* _The data_
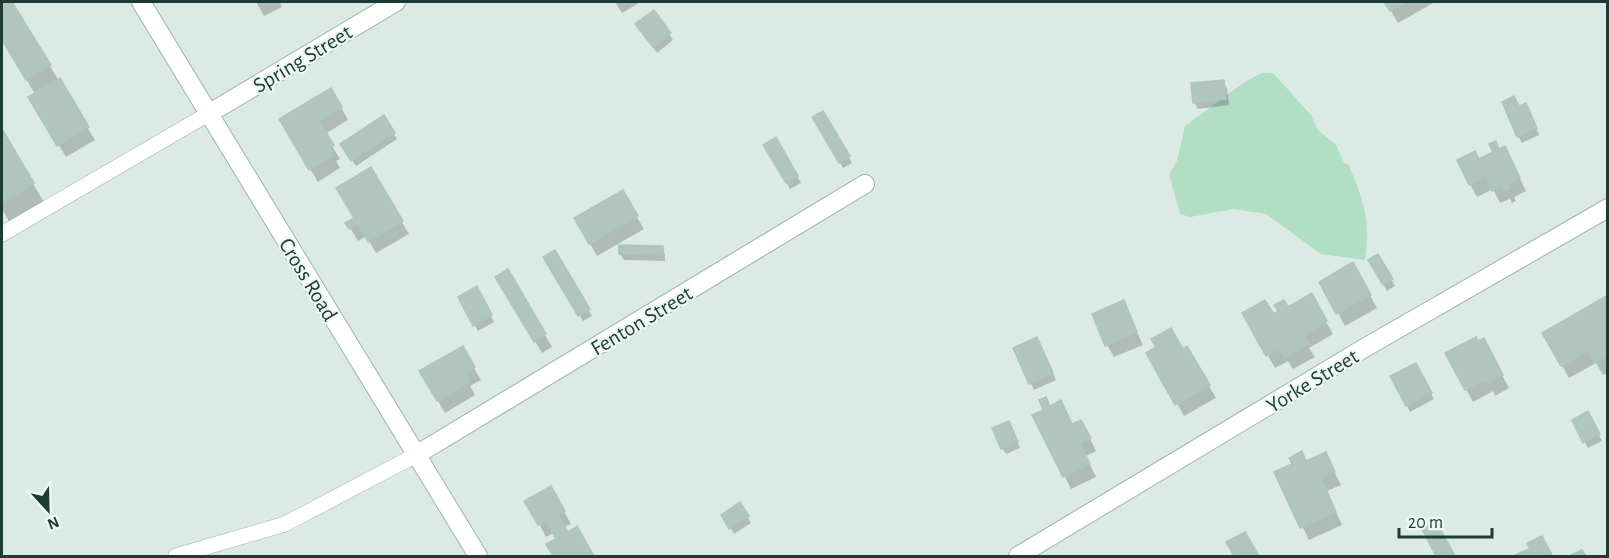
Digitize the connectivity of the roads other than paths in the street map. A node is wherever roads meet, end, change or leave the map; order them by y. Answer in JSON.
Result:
{"nodes":[{"id":1,"x":141,"y":2,"type":"edge"},
{"id":2,"x":396,"y":2,"type":"edge"},
{"id":3,"x":208,"y":114,"type":"junction"},
{"id":4,"x":865,"y":184,"type":"dead end"},
{"id":5,"x":1608,"y":208,"type":"edge"},
{"id":6,"x":2,"y":234,"type":"edge"},
{"id":7,"x":416,"y":455,"type":"junction"},
{"id":8,"x":176,"y":556,"type":"edge"},
{"id":9,"x":478,"y":556,"type":"edge"},
{"id":10,"x":1018,"y":556,"type":"edge"}],
"edges":[{"from":1,"to":3,"type":"street","name":"Cross Road"},
{"from":2,"to":3,"type":"street","name":"Spring Street"},
{"from":3,"to":6,"type":"lane"},
{"from":3,"to":7,"type":"street","name":"Cross Road"},
{"from":4,"to":7,"type":"street","name":"Fenton Street"},
{"from":5,"to":10,"type":"street","name":"Yorke Street"},
{"from":7,"to":8,"type":"lane"},
{"from":7,"to":9,"type":"street","name":"Cross Road"}]}
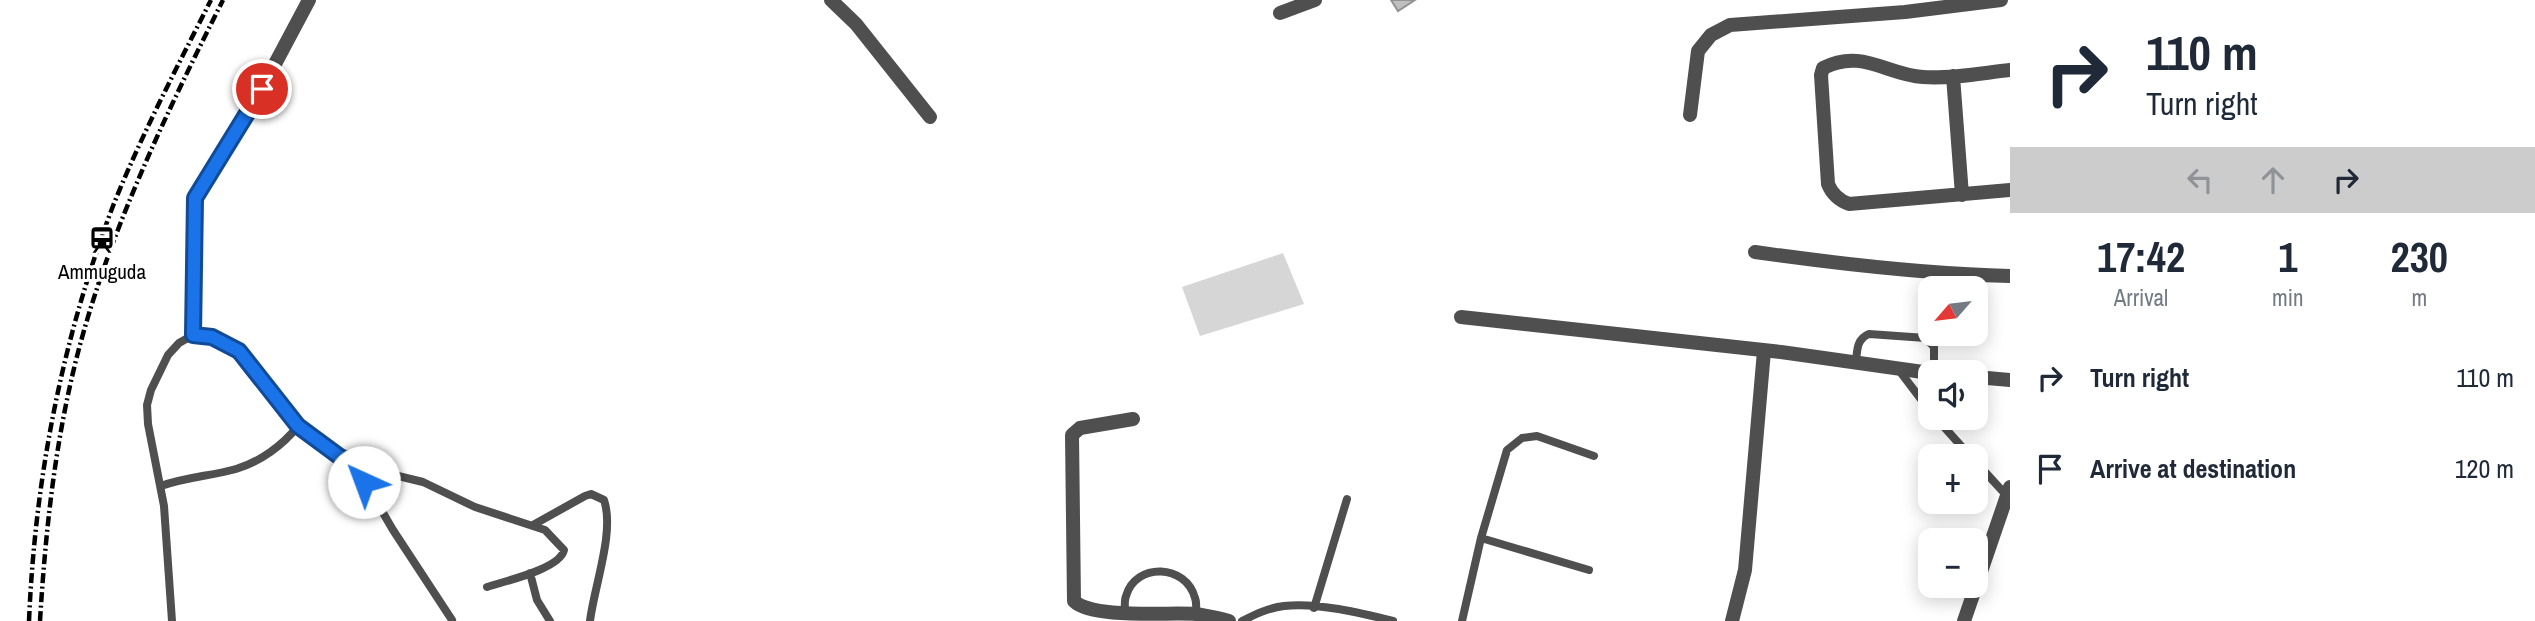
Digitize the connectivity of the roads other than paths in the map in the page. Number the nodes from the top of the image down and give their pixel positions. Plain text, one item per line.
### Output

* _Work task_
Pull every line containing "other" out of the records.

* _Exercise output_
Digitize the connectivity of the roads other than paths in the street map. A node is wherever roads meet, end, change or leave the map; order them by y. Answer in JSON.
Digitize the connectivity of the roads other than paths in the map in the page. Number the nodes from the top of the image down and give their pixel positions. Plain text, one item per line.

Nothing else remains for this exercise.